Shen, Uspensky & Vereshchagin — Chapter 8

Some Applications

The incompressibility method in action: proofs about primes, automata, tape complexity, and forbidden substrings.

Prerequisites: Chapters 1–2 (plain complexity, counting argument). The proofs use only basic C(x).

Chapters

Simulations

Quizzes

Chapter 0: The Method

The incompressibility method is a powerful proof technique. The recipe:

Choose an object (string, number, graph) that is incompressible: C(x) ≥ |x| − O(1).
Assume for contradiction that the object has some property P that would allow a short description.
Construct the short description, contradicting incompressibility.

Why it works: Incompressible objects exist (counting argument).
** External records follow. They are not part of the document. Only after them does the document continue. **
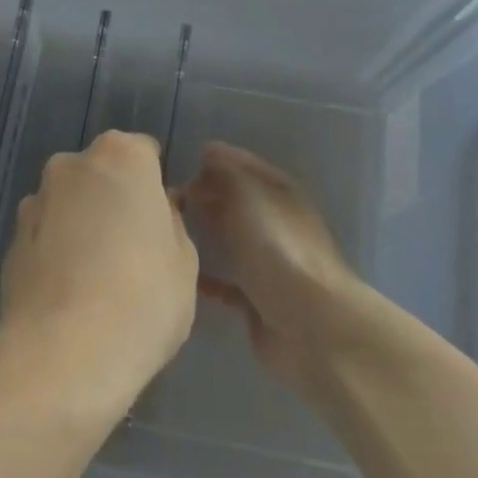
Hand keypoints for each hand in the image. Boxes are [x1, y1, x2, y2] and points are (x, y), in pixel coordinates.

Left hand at [0, 131, 198, 418]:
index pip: (144, 152)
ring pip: (69, 203)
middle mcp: (71, 165)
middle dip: (114, 199)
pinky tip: (69, 294)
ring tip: (97, 277)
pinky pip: (45, 235)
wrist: (62, 355)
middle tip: (132, 248)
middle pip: (101, 173)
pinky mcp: (10, 241)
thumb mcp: (185, 262)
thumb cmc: (143, 299)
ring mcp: (35, 201)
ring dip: (81, 224)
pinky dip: (56, 251)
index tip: (161, 219)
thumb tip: (156, 211)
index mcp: (121, 157)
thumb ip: (170, 223)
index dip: (154, 185)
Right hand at [182, 141, 367, 395]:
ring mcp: (269, 263)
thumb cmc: (277, 249)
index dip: (217, 161)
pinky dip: (205, 277)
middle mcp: (276, 223)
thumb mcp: (249, 195)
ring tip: (168, 231)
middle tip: (169, 197)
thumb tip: (209, 152)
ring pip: (231, 239)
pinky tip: (179, 274)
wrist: (309, 325)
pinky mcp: (258, 299)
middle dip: (206, 196)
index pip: (245, 165)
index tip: (184, 162)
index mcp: (280, 193)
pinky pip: (225, 282)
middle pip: (237, 202)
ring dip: (205, 234)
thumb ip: (226, 171)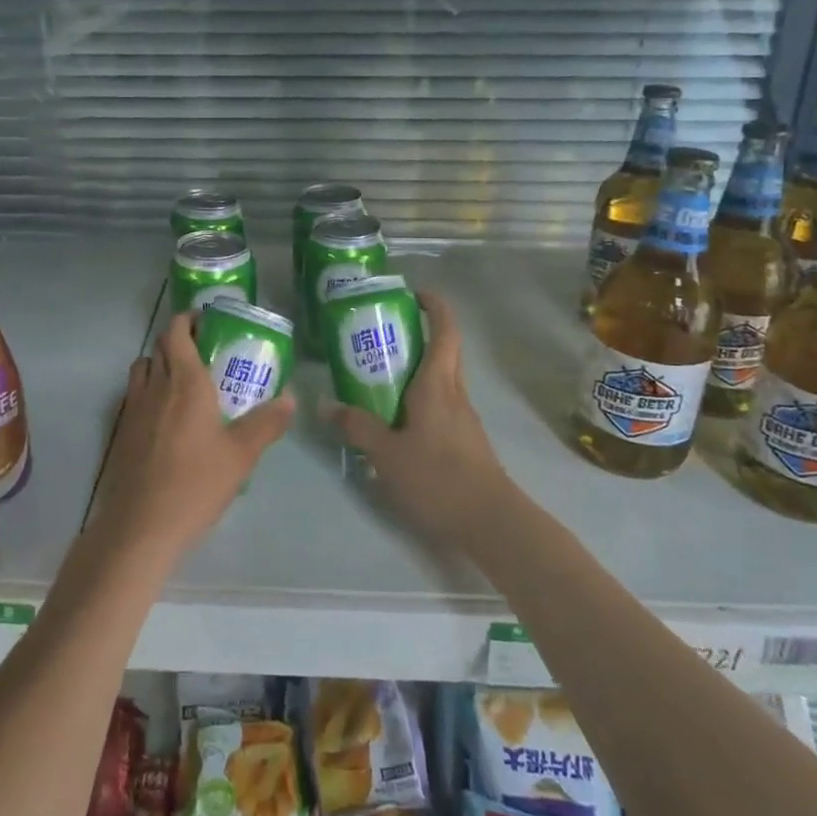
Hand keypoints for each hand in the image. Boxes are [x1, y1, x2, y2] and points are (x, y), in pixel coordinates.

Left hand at [91, 312, 293, 564]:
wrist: (141, 526)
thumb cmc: (195, 484)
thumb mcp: (241, 455)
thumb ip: (267, 422)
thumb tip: (290, 397)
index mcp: (185, 382)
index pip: (176, 332)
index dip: (188, 319)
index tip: (207, 322)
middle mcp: (155, 386)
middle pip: (158, 346)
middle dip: (178, 339)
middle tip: (205, 350)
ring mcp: (133, 409)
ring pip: (142, 368)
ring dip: (160, 362)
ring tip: (185, 380)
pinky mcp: (122, 431)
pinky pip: (134, 395)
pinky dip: (149, 390)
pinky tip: (167, 417)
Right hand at [323, 289, 512, 540]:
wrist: (490, 521)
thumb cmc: (438, 477)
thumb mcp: (387, 453)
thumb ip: (357, 426)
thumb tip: (326, 404)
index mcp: (438, 384)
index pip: (445, 330)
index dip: (434, 305)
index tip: (413, 294)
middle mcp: (454, 392)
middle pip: (443, 350)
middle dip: (418, 334)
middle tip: (380, 334)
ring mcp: (462, 417)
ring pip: (440, 378)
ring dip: (416, 367)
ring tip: (377, 373)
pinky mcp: (464, 439)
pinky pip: (439, 403)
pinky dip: (418, 396)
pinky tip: (394, 417)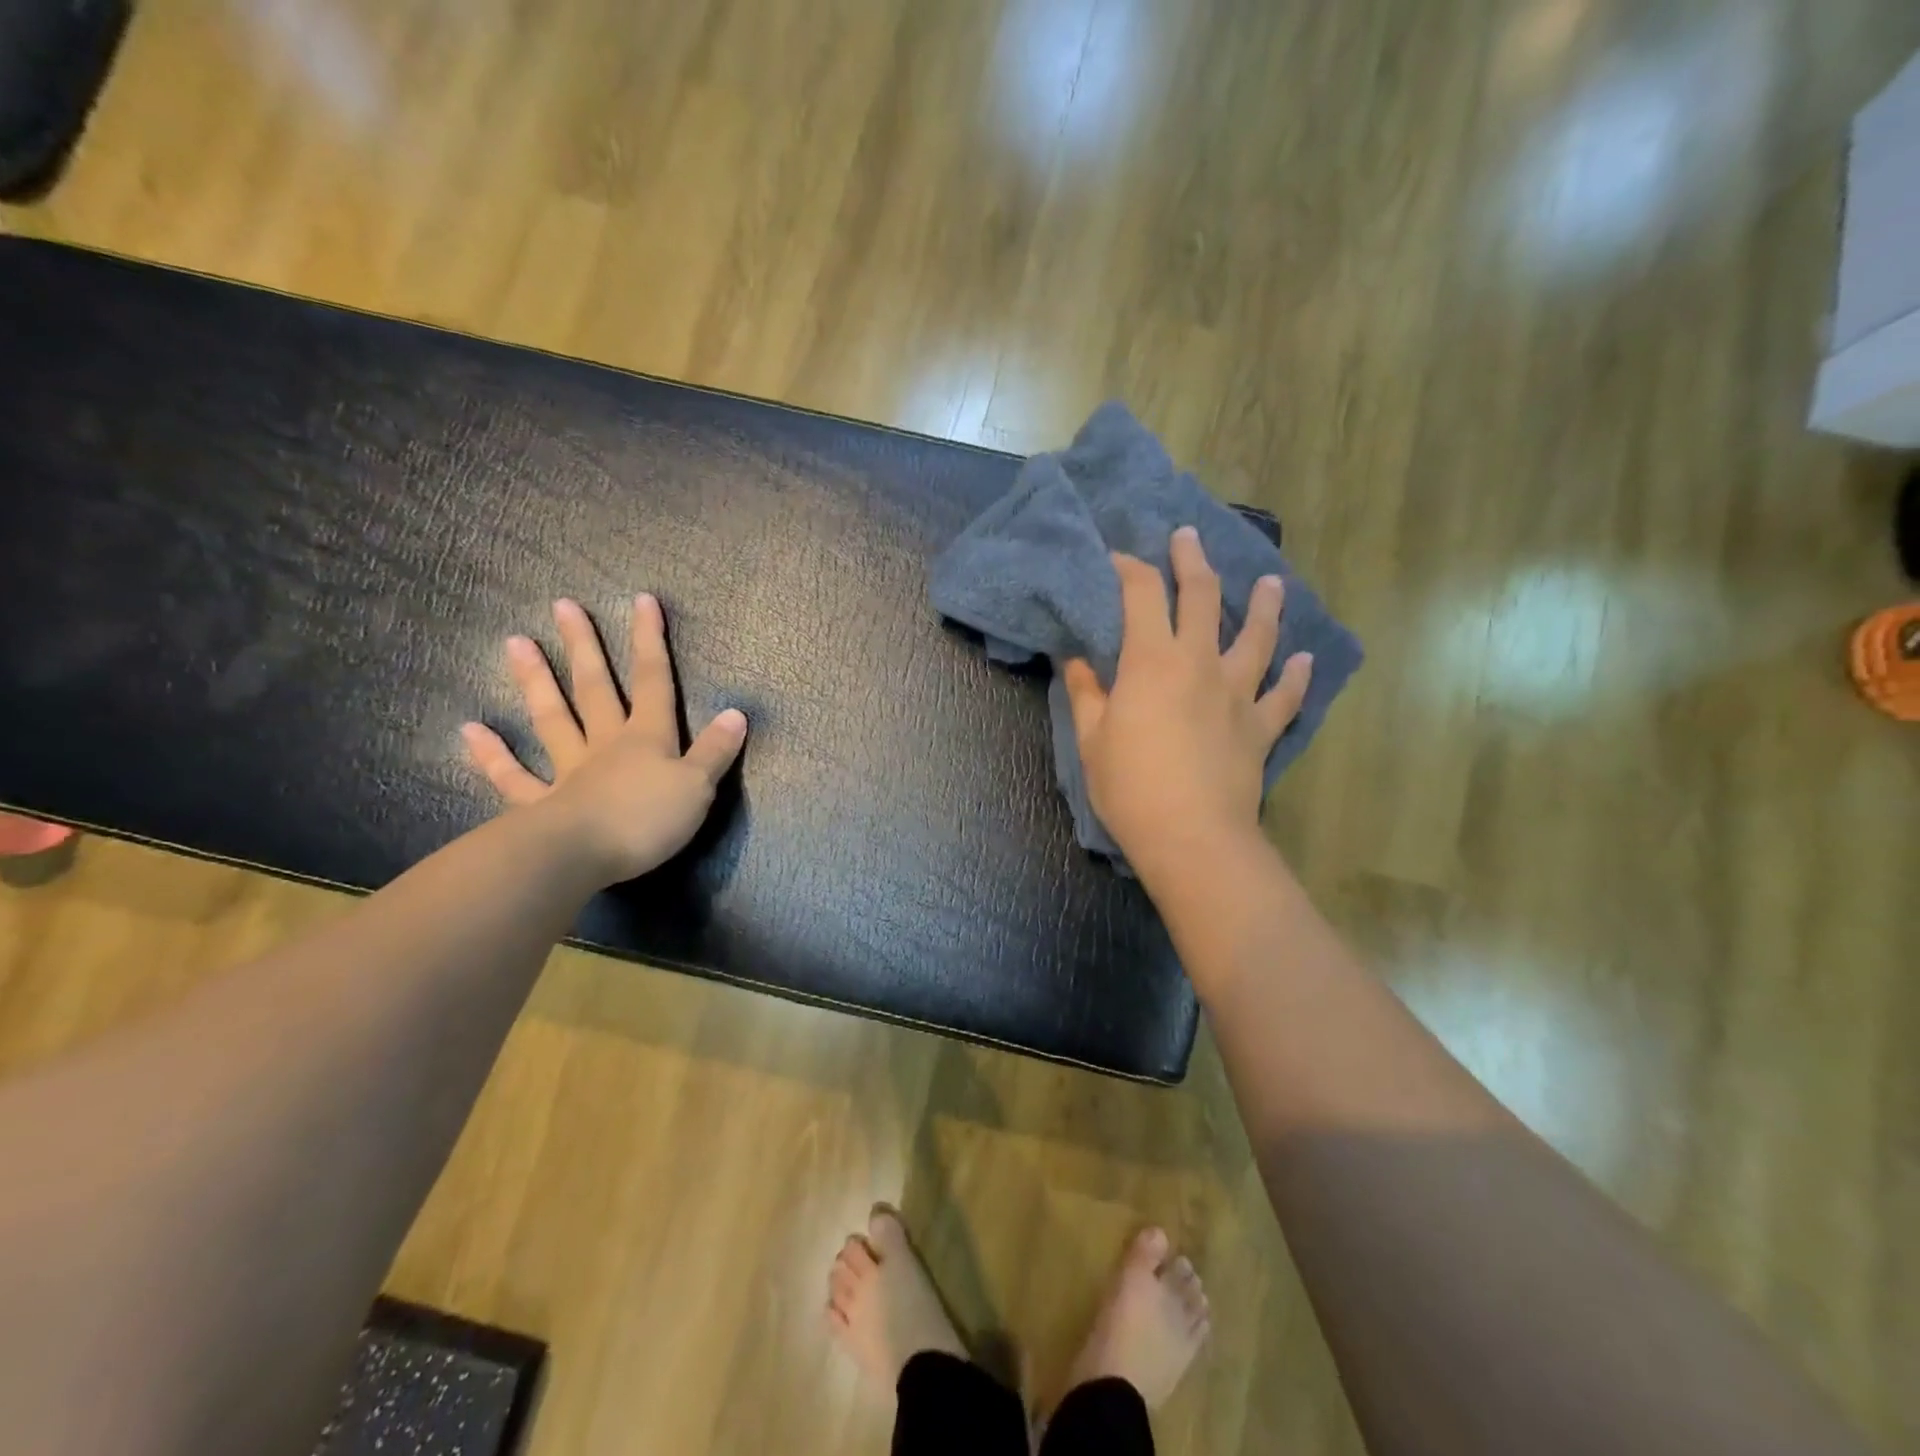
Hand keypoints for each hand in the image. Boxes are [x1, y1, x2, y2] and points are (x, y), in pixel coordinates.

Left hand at [462, 595, 747, 883]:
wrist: (582, 856)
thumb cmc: (647, 820)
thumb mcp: (698, 787)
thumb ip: (716, 751)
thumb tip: (736, 713)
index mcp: (647, 738)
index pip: (654, 682)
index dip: (650, 641)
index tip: (642, 600)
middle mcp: (605, 745)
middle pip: (596, 688)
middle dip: (585, 647)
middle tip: (563, 606)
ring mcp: (568, 771)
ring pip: (553, 719)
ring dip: (536, 682)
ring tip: (515, 642)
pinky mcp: (539, 804)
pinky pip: (514, 777)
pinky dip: (492, 756)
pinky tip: (470, 731)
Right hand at [1063, 527, 1312, 885]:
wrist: (1192, 836)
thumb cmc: (1130, 787)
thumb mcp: (1092, 739)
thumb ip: (1087, 694)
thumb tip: (1077, 660)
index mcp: (1152, 660)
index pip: (1141, 595)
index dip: (1130, 569)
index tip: (1118, 558)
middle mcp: (1200, 662)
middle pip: (1203, 597)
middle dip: (1193, 561)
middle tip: (1189, 537)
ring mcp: (1237, 693)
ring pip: (1258, 636)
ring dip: (1264, 605)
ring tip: (1272, 583)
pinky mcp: (1261, 727)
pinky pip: (1284, 696)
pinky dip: (1296, 676)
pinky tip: (1304, 660)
Any "structural" property gives a compression scheme. So incompressible objects must lack that structure. Since most objects are incompressible, most objects lack the structure — and we've proved something about "generic" objects.

The beauty of this method: it replaces complex combinatorial arguments with simple information-theoretic reasoning. Instead of counting elements directly, you argue about description lengths.

Check: The incompressibility method works because...

If a property implies short descriptions, incompressible objects can't have it All strings are incompressible C(x) is computable

Chapter 1: Infinitely Many Primes

Here is a Kolmogorov complexity proof that there are infinitely many primes.

Theorem: There are infinitely many prime numbers.

Proof: Suppose there are only k primes: p₁, ..., p_k. Every natural number n ≤ N can be written as n = p₁^a₁ ·...· p_k^a_k. Each exponent a_i is at most log_{p_i} N ≤ log N. So n is determined by the tuple (a₁, ..., a_k), which can be encoded in k · log log N + O(1) bits.

But for large N, there exist numbers n ≤ N with C(n) ≥ log N − O(1). For these numbers, k · log log N ≥ log N − O(1), which fails for large enough N (since log log N grows much slower than log N). Contradiction.

Comparison with Euclid: This proof is shorter and arguably more intuitive than Euclid's classic proof. Euclid constructs p₁·...·p_k + 1 and argues it has a new prime factor. The complexity proof just says: if there were few primes, every number would have a short description, but not all do.

Check: The key idea in the primes proof is that with k primes, every number n has a description of length...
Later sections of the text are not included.